Sylvia: I can avoid someone rocking my car if I ride alone. I don’t want to ride alone mind you, but I will if it means saving myself. I will if it helps me believe in myself again. Riding with people who create and feed my fears is just wrong. Going through life with people who can only feel strong by making me feel weak, inadequate, unloved, and less, that’s not living. That’s existing. That’s dying a slow, painful death. So, I’m getting off the ride and leaving the carnival. I don’t want to pay for rides that only others enjoy. And what I have decided is that I won’t return to any more shows, fairs, festivals, or spectacles with people who don’t respect me or how I feel. I’ll wait to share another carnival with someone who respects me, loves me, and wants to see me enjoying myself. So, for now, I’m choosing. I’m choosing me. I will sit in the middle, ride to the left, stand on the right- by myself- if that’s what it takes to free myself. While it scares me to death, the thought of being in the middle of the gondola with no one on either side to see me through to the end of the ride, I’d rather like the chance to control my own fear and save myself if need be. Fuck it. Maybe I’ll even choose to stay on the ground. At least for now.
Erma: Oh, and Sylvia, remember. You aren’t alone. Ever. I’m always up for the merry-go-round. That’s close to the ground, my friend.
It’s 10 a.m. Sylvia is contemplating the day, doing laundry, writing, and pouring another cup -multi-tasking as most women do- when Erma phones.
Erma: Good morning, Sylvia. What are you up to today?
Sylvia: Nothing exciting, Erma, but the day is young, so there’s plenty of hope. I am wondering though if life will always be like this. Full. Of nothing and everything.
Erma: Here’s how I see it, Sylvia. As long as it’s full of anything, you are moving. Moving is key. Motion is living. Of course, each decade brings with it a new definition of motion, but let’s not get into that. Semantics aside, at my age- any age, really- moving simply means you aren’t dead, so that’s a real plus! In that alone, there’s hope.
Sylvia: I’m grabbing another cup, my friend, so prepare to give me your overview of moving through the decades.
Erma: Here goes…
At twenty, we live with anticipation and energy and the goals (for most of us) are to make tomorrow come faster, to have fun today, and to remove ourselves from what we looked like yesterday. We are chameleons in fact. Changing and moving at the speed of light but too often without direction.
At thirty, we live with hope that tomorrow will be easier; today we will get ahead a bit or at least stay afloat, and we hold out hope that our mistakes from yesterday will not be repeated. Alas, we repeat many of them, but that’s okay because we are charting our own course- or at least we think so.

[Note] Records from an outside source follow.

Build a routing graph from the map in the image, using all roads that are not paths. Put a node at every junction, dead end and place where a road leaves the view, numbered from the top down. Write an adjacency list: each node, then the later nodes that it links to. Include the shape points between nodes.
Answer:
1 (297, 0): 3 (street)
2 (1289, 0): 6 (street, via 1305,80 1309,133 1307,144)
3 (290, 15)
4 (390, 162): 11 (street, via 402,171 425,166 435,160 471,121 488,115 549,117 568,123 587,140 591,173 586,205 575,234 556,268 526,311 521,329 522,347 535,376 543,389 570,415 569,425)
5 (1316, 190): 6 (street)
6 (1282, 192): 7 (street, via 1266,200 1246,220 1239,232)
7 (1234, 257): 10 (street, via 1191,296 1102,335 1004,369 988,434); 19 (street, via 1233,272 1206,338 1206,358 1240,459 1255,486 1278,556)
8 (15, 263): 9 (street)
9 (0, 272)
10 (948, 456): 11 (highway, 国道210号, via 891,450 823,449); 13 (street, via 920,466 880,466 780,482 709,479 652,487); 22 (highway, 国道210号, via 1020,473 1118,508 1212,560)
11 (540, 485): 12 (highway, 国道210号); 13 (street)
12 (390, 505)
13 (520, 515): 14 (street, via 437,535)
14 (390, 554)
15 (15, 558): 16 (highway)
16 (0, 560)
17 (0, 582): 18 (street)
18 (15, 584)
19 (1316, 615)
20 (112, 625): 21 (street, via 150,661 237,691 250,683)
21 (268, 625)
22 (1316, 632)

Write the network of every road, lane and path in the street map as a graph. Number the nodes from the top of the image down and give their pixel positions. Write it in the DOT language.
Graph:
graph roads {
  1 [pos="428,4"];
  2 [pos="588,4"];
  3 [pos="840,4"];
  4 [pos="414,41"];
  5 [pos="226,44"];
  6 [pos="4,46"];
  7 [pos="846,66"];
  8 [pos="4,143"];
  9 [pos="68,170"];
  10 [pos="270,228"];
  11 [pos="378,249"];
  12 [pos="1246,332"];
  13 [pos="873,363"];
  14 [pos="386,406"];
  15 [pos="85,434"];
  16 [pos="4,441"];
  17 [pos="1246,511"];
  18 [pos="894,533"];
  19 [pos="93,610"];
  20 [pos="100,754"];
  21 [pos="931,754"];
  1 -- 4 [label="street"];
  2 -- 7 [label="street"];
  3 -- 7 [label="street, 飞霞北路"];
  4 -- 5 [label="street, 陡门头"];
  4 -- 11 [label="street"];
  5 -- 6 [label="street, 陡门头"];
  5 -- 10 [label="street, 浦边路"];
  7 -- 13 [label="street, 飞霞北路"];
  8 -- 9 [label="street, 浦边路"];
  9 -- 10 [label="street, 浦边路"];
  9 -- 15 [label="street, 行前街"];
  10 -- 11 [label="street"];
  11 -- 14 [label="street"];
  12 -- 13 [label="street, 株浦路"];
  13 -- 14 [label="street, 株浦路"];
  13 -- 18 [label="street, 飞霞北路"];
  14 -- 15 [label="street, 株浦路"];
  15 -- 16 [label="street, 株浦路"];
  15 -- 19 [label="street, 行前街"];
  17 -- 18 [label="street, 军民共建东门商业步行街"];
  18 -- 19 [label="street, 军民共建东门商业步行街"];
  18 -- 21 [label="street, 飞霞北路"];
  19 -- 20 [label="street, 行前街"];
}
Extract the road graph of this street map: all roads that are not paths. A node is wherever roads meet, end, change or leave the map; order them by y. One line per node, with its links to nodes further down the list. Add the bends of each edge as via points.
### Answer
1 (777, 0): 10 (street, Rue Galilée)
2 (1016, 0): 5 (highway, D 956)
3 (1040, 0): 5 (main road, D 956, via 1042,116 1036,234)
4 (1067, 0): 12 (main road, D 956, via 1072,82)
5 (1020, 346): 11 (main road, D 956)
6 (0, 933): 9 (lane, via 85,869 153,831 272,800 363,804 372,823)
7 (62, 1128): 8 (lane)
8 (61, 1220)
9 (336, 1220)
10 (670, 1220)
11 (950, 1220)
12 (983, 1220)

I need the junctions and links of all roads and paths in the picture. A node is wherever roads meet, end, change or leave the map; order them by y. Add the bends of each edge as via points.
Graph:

At forty, we live with anxiety and fear that tomorrow we will find that we do not have enough of anything- time, money, love, or patience. Today we went through the motions and have little recall of what actually transpired. We long for the lack of both the accountability and the responsibility we had in our youth. Yesterday was not so bad.
At fifty, we live with intent and purpose. Tomorrow is getting close. Too close. It promises nothing, so we must accomplish all that has to be done without delay. And somehow, because we have either become more efficient in or less critical of how we perform our tasks, we will also manage to carve out a little bit of time for ourselves, even if it’s only a second to reflect, breathe, write, or have a bit of conscious “me” time. Yesterday, though we intended to do just that, time slipped away and we cannot get it back. Today though, today, for sure, we convince ourselves.
And here’s where Sylvia and Erma stop to welcome their many wise and witty friends of a certain maturity to add their two cents to the decades, which undoubtedly has greater value than anything they could pretend to know or even imagine.
This we know as it has been said time and again: tomorrow is not guaranteed and yesterday is done. Here and now is all we have! Have an amazing day or at the very least a day lived as best you can with intention, purpose, and some self-care.
We are putting another pot on because we have so much more to figure out and so much more life to live.
Cheers with coffee. Gotta keep moving.